*** GIVEN ENTRIES ***

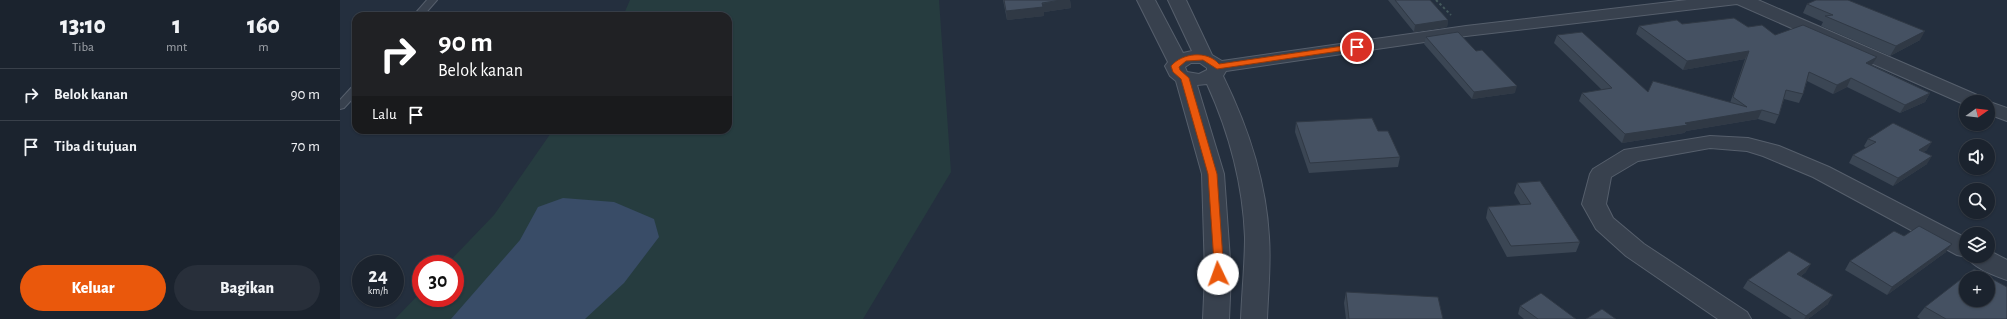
<!DOCTYPE html>
<html lang="id">
<style>
:root{--surface:#1b232e;--page:#282f3a;--text:#f1f3f6;--muted:#a0a4aa;--line:#39404a;--accent:#ea580c}
body{margin:0;font-family:"Alegreya Sans",sans-serif;background:var(--page);color:var(--text);height:100vh;display:flex;flex-direction:column;font-size:15px;white-space:nowrap}
*{box-sizing:border-box;margin:0}
p{font-size:13px;color:var(--muted)}
.icon{flex:none;width:22px;height:22px;fill:none;stroke:currentColor;stroke-width:2;stroke-linecap:round;stroke-linejoin:round}
.map{position:relative;flex:1;overflow:hidden}
.sheet{display:flex;flex-direction:column;background:var(--surface);width:340px}
.sheet>*{flex:none}
.guide{position:absolute;left:12px;top:12px;width:380px;height:122px;border-radius:12px;box-shadow:0 1px 3px #0004,0 0 0 1px var(--line);background:#202124;color:#fff;overflow:hidden}
.needle{width:26px;rotate:76deg}
.fabs{position:absolute;left:1619px;top:95px;display:grid;gap:8px}
.fabs a{display:grid;place-items:center;width:36px;height:36px;border-radius:50%;background:var(--surface);box-shadow:0 1px 3px #0004,0 0 0 1px var(--line);font-size:20px}
.speed{position:absolute;left:12px;top:255px;display:flex;gap:8px;font-size:20px;font-weight:700;text-align:center}
.speed>*{display:grid;place-content:center;width:52px;height:52px;border-radius:50%;background:var(--surface);box-shadow:0 1px 3px #0004,0 0 0 1px var(--line);line-height:1}
.speed small{font-size:10px;font-weight:400}
.speed .limit{border:6px solid #d22;background:#fff;color:#111}
.pin{position:absolute;display:grid;place-items:center;width:34px;height:34px;color:#fff;margin:-17px;border:2px solid #fff;border-radius:50%;box-shadow:0 1px 4px #0007}
.me{position:absolute;width:44px;margin:-22px;rotate:357deg;stroke-linejoin:round;filter:drop-shadow(0 0 3px #0008)}
.turn{display:flex;align-items:center;gap:14px;height:84px;padding:0 20px;font-size:18px}
.turn .icon{width:52px;height:52px;stroke-width:2.5}
.turn b{display:block;font-size:28px;line-height:34px}
.then{display:flex;align-items:center;height:38px;padding:0 20px;background:#0003;gap:8px;font-size:15px}
.eta{display:flex;justify-content:space-evenly;align-items:center;height:68px;text-align:center}
.eta b{font-size:24px;font-weight:800;line-height:28px}
.action{display:flex;gap:8px;margin-top:auto;padding:8px 20px}
.action a{flex:1;height:46px;border-radius:24px;background:var(--accent);color:#fff;font-size:16px;font-weight:800;line-height:46px;text-align:center}
.action a+a{background:var(--page);color:var(--text)}
ul{padding:0;list-style:none}
li{display:flex;align-items:center;gap:12px;height:52px;padding:0 20px;border-top:1px solid var(--line)}
li div{flex:1}
li b{display:block;font-size:15px}
li em{font-style:normal}
main{display:flex;flex:1;min-height:0}
.map>svg:first-child{display:block}
.green{fill:#263c3f}
.water{fill:#394c67}
.lines{fill:none;stroke-linecap:round;stroke-linejoin:round}
.lane-casing{stroke:#565f6c;stroke-width:2}
.street-casing{stroke:#565f6c;stroke-width:2}
.path{stroke:#44595c;stroke-width:2;stroke-dasharray:2.5 2.5;stroke-linecap:butt}
.lane{fill:#38414e;fill-rule:evenodd}
.street{fill:#38414e;fill-rule:evenodd}
.wall{fill:#3b4654}
.shaded-wall{fill:#303945}
.building{fill:#455162;stroke:#303945;fill-rule:evenodd}
.route{fill:#ea580c;stroke:#983908}
</style>
<main>
<section class="sheet">
<div class="eta">
<div><b>13:10</b><p>Tiba</p></div>
<div><b>1</b><p>mnt</p></div>
<div><b>160</b><p>m</p></div>
</div>
<ul>
<li><svg class="icon" aria-label="right" viewBox="0 0 24 24"><path d="M7 20v-9h11M14 6l5 5-5 5"/></svg><div><b>Belok kanan</b></div><em>90 m</em></li>
<li><svg class="icon" aria-label="arrive" viewBox="0 0 24 24"><path d="M6 21V4h12l-3 4 3 4H6"/></svg><div><b>Tiba di tujuan</b></div><em>70 m</em></li>
</ul>
<div class="action"><a>Keluar</a><a>Bagikan</a></div>
</section>
<div class="map">
<svg width="1667" height="319" viewBox="0 0 1667 319">
<rect width="100%" height="100%" fill="#242f3e"/>
<path class="green" d="M290 0H599L611 172 523 319H55L81 292V298H115V264H107L154 215 213 130H388V16H283Z"/>
<path class="water" d="M223 198 274 202 314 219 319 237 284 283 245 319H111L180 240 198 207Z"/>
<g class="lines">
<defs>
<path id="lane" d="M87 0H97L83 16H73Z
M16 86V95L4 108 0 109V100L12 87Z"/>
<path id="street" d="M797 0H815L843 53 852 51 828 0H846L872 55 882 61 1126 26 1347 0H1418L1644 98 1647 101 1667 108V121L1648 114V102H1626V105L1397 4 1126 36 886 71 883 76C908 127 926 180 929 237 931 264 928 292 927 319H901C902 292 905 264 905 237 903 184 889 132 867 84L857 85 884 174 891 274 889 319H863L865 274 862 174 836 81 830 76 825 66 828 62ZM851 63H860L867 68V70L859 74 847 72 845 67Z
M1370 136 1408 138 1439 146 1489 167 1626 238V256H1648V250L1667 260V280C1655 276 1634 268 1627 257L1617 255 1473 177 1423 156 1407 151 1370 148 1298 161 1271 177 1266 204 1273 218 1304 244 1407 312 1411 319H1378L1286 256 1256 229 1242 204 1250 174 1253 169 1284 150Z"/>
</defs>
<use href="#lane" class="lane-casing"/>
<use href="#street" class="street-casing"/>
<path class="path" d="M1096 0 1111 15"/>
<use href="#lane" class="lane"/>
<use href="#street" class="street"/>
</g>
<path class="wall" d="M663 0H730L731 8 704 12V16L667 20Z
M1048 0H1090L1108 20 1107 27 1074 32Z
M1467 4 1580 40 1550 56 1481 26 1483 22 1463 13Z
M1342 24 1408 27 1435 35 1532 65 1590 93 1585 102 1560 113 1507 87 1493 94 1467 81 1463 94 1459 103 1444 99 1439 115 1435 124 1418 119 1346 131 1344 133 1282 143 1239 101 1242 93 1262 90 1214 43 1217 35 1308 92 1390 103 1405 59 1343 70 1296 34 1299 26Z
M1086 37 1175 93 1132 99 1084 44Z
M956 122 1038 131 1060 157 1058 167 969 173 955 132Z
M1528 139 1587 150 1583 152 1587 164 1553 186 1509 163 1513 155 1526 148 1524 146Z
M1177 183 1240 242 1236 252 1167 257 1146 218 1148 207 1181 205 1174 193Z
M1564 236 1606 252 1547 295 1505 270 1510 261Z
M1466 272 1461 276 1488 304 1468 319H1452L1403 288 1408 280Z
M1006 292 1103 319H1006L1004 303Z
M1180 306 1236 319H1184L1178 314Z
M1585 307 1667 319H1580L1577 317Z"/>
<path class="shaded-wall" d="M721 0H730L731 8 704 12V16L667 20 666 11Z
M1108 20 1107 27 1074 32 1075 25Z
M1585 31 1580 40 1550 56 1556 46Z
M1409 51 1405 59 1343 70 1347 61Z
M1537 57 1532 65 1526 63Z
M1511 78 1507 87 1493 94 1497 85Z
M1177 86 1175 93 1132 99 1134 92Z
M1590 93 1585 102 1560 113 1565 105Z
M1422 110 1418 119 1346 131 1344 133 1282 143 1285 134 1345 123Z
M1592 142 1587 150 1574 158 1579 150Z
M1592 156 1587 164 1553 186 1558 178Z
M1612 244 1606 252 1547 295 1552 287Z
M1471 264 1466 272 1453 282 1457 274Z
M1493 295 1488 304 1468 319H1464L1466 316Z"/>
<path class="building" d="M664 0H721L702 3 703 7 666 11Z
M1055 0H1090L1108 20 1075 25Z
M1476 0H1508L1585 31 1556 46 1485 16 1493 15 1467 4Z
M1394 18 1408 27 1422 25 1435 35 1463 25 1537 57 1526 63 1590 93 1565 105 1511 78 1497 85 1469 72 1463 94 1446 90 1439 115 1422 110 1345 123 1348 125 1285 134 1242 93 1272 88 1217 35 1242 32 1308 92 1313 81 1407 107 1393 97 1409 51 1347 61 1299 26 1337 20 1342 24Z
M1118 32 1136 51 1142 50 1177 86 1134 92 1086 37Z
M1032 118 1038 131H1048L1060 157 970 163 956 122Z
M1553 123 1592 142 1579 150 1592 156 1558 178 1513 155 1536 142 1528 139Z
M1200 181 1240 242 1171 246 1148 207 1191 204 1177 183Z
M1579 226 1612 244 1552 287 1510 261 1554 231 1564 236Z
M1449 251 1471 264 1457 274 1493 295 1466 316 1408 280Z
M1634 269 1667 287V319H1606L1585 307ZM1626 278H1648V300H1626Z
M1006 292 1098 297 1103 319H1009Z
M1201 293 1236 319H1198L1180 306Z
M1262 309 1276 319H1246Z"/>
<path class="route" d="M1017 44 1021 47 1020 48 877 69 863 60 846 61 839 67 840 70 849 78 877 174 884 274 882 277H875L868 174 841 79 833 72 831 66C842 53 867 50 879 64Z"/>
</svg>
<div class="fabs">
<a><svg class="needle" viewBox="-14 -14 28 28"><path d="M0-13l5 13h-10z" fill="#e53935"/><path d="M0 13l5-13h-10z" fill="#a0a4aa"/></svg></a>
<a><svg class="icon" aria-label="sound" viewBox="0 0 24 24"><path d="M4 9h4l5-4v14l-5-4H4zM17 9q2 3 0 6"/></svg></a>
<a><svg class="icon" aria-label="search" viewBox="0 0 24 24"><circle cx="10" cy="10" r="6"/><path d="M15 15l6 6"/></svg></a>
<a><svg class="icon" aria-label="layers" viewBox="0 0 24 24"><path d="M12 4l9 5-9 5-9-5zM3 14l9 5 9-5"/></svg></a>
<a>+</a>
</div>
<div class="speed"><div>24<small>km/h</small></div><div class="limit">30</div></div>
<div class="pin" style="left:1017px;top:47px;background:#d93025"><svg class="icon" aria-label="arrive" viewBox="0 0 24 24"><path d="M6 21V4h12l-3 4 3 4H6"/></svg></div>
<svg class="me" style="left:878px;top:274px" viewBox="-20 -20 40 40"><circle r="19" fill="#fff"/><path d="M0-13L10 11 0 6-10 11z" fill="#ea580c"/></svg>
<div class="guide">
<div class="turn"><svg class="icon" aria-label="right" viewBox="0 0 24 24"><path d="M7 20v-9h11M14 6l5 5-5 5"/></svg><div><b>90 m</b>Belok kanan</div></div>
<div class="then">Lalu<svg class="icon" aria-label="arrive" viewBox="0 0 24 24"><path d="M6 21V4h12l-3 4 3 4H6"/></svg></div>
</div>
</div>
</main>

*** End of GIVEN ENTRIES ***

▸ **WHAT IS NEEDED**: Where does the string "casing" appear in the records? Copy every line that holds it.

▸ **TASK OUTPUT**:
.lane-casing{stroke:#565f6c;stroke-width:2}
.street-casing{stroke:#565f6c;stroke-width:2}
<use href="#lane" class="lane-casing"/>
<use href="#street" class="street-casing"/>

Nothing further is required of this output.